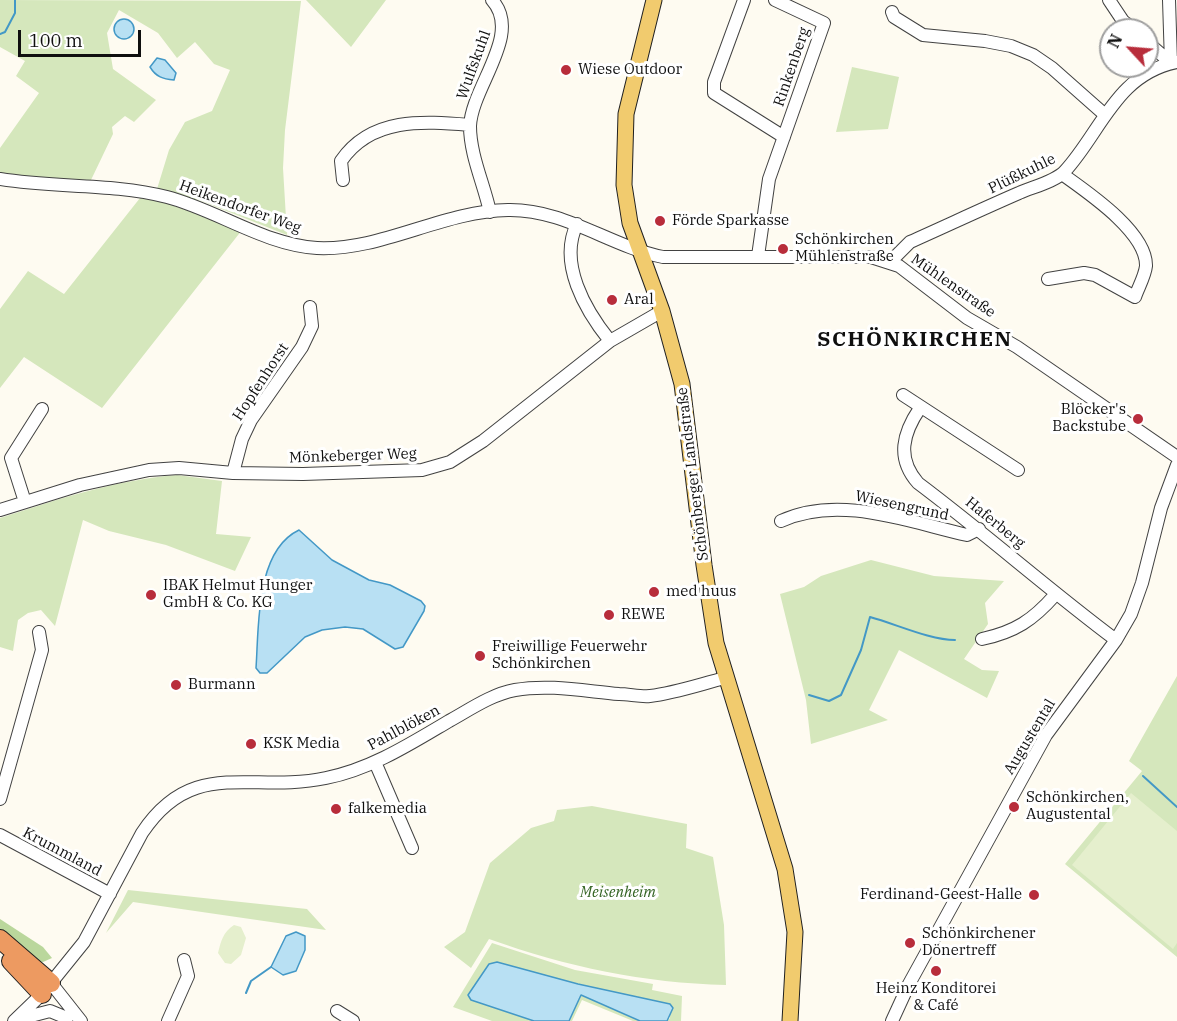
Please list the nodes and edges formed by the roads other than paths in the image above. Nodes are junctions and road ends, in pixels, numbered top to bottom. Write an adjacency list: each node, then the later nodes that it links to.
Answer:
1 (492, 0): 12 (street, Wulfskuhl)
2 (654, 0): 19 (main road, Schönberger Landstraße)
3 (744, 0): 13 (street, Rinkenberg)
4 (775, 0): 13 (street, Rinkenberg)
5 (1109, 0): 8 (street)
6 (1169, 0): 10 (street)
7 (892, 12): 11 (street)
8 (1121, 18)
9 (1159, 51): 10 (street)
10 (1174, 62): 11 (street, Plüßkuhle)
11 (1104, 114): 14 (street, Plüßkuhle)
12 (470, 125): 16 (street); 17 (street, Wulfskuhl)
13 (784, 137): 20 (street, Rinkenberg)
14 (1062, 174): 21 (street, Plüßkuhle); 22 (street)
15 (0, 179): 17 (street, Heikendorfer Weg)
16 (343, 180)
17 (490, 212): 18 (street, Heikendorfer Weg)
18 (577, 224): 19 (street, Heikendorfer Weg); 25 (street)
19 (639, 252): 20 (street, Mühlenstraße); 24 (main road, Schönberger Landstraße)
20 (758, 256): 21 (street, Mühlenstraße)
21 (890, 262): 29 (street, Mühlenstraße)
22 (1048, 279)
23 (310, 307): 32 (street, Hopfenhorst)
24 (662, 311): 25 (street, Mönkeberger Weg); 41 (main road, Schönberger Landstraße)
25 (610, 340): 32 (street, Mönkeberger Weg)
26 (903, 395): 27 (street)
27 (921, 408): 31 (street); 36 (street, Haferberg)
28 (42, 409): 33 (street)
29 (1177, 457)
30 (1177, 465): 40 (street, Augustental)
31 (1018, 470)
32 (233, 473): 33 (street, Mönkeberger Weg)
33 (25, 502): 34 (street, Mönkeberger Weg)
34 (0, 510)
35 (781, 521): 36 (street, Wiesengrund)
36 (979, 529): 37 (street, Haferberg)
37 (1055, 595): 39 (street); 40 (street, Haferberg)
38 (39, 632): 43 (street)
39 (982, 639)
40 (1116, 640): 58 (street, Augustental)
41 (725, 678): 42 (street, Pahlblöken); 57 (main road, Schönberger Landstraße)
42 (375, 762): 45 (street); 46 (street, Pahlblöken)
43 (0, 798)
44 (0, 835): 46 (street, Krummland)
45 (412, 848)
46 (110, 894): 50 (street, Pahlblöken)
47 (0, 939): 50 (highway)
48 (0, 952): 50 (highway)
49 (184, 960): 55 (street)
50 (46, 988): 52 (street); 53 (street, Pahlblöken); 54 (street)
51 (337, 1011): 56 (street)
52 (68, 1020): 53 (street)
53 (14, 1021)
54 (81, 1021)
55 (168, 1021)
56 (353, 1021)
57 (789, 1021)
58 (892, 1021)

**Exercise objective**
The word "Schönberger" appears in some lines above. Return every one of those lines.

**Response area**
2 (654, 0): 19 (main road, Schönberger Landstraße)
19 (639, 252): 20 (street, Mühlenstraße); 24 (main road, Schönberger Landstraße)
24 (662, 311): 25 (street, Mönkeberger Weg); 41 (main road, Schönberger Landstraße)
41 (725, 678): 42 (street, Pahlblöken); 57 (main road, Schönberger Landstraße)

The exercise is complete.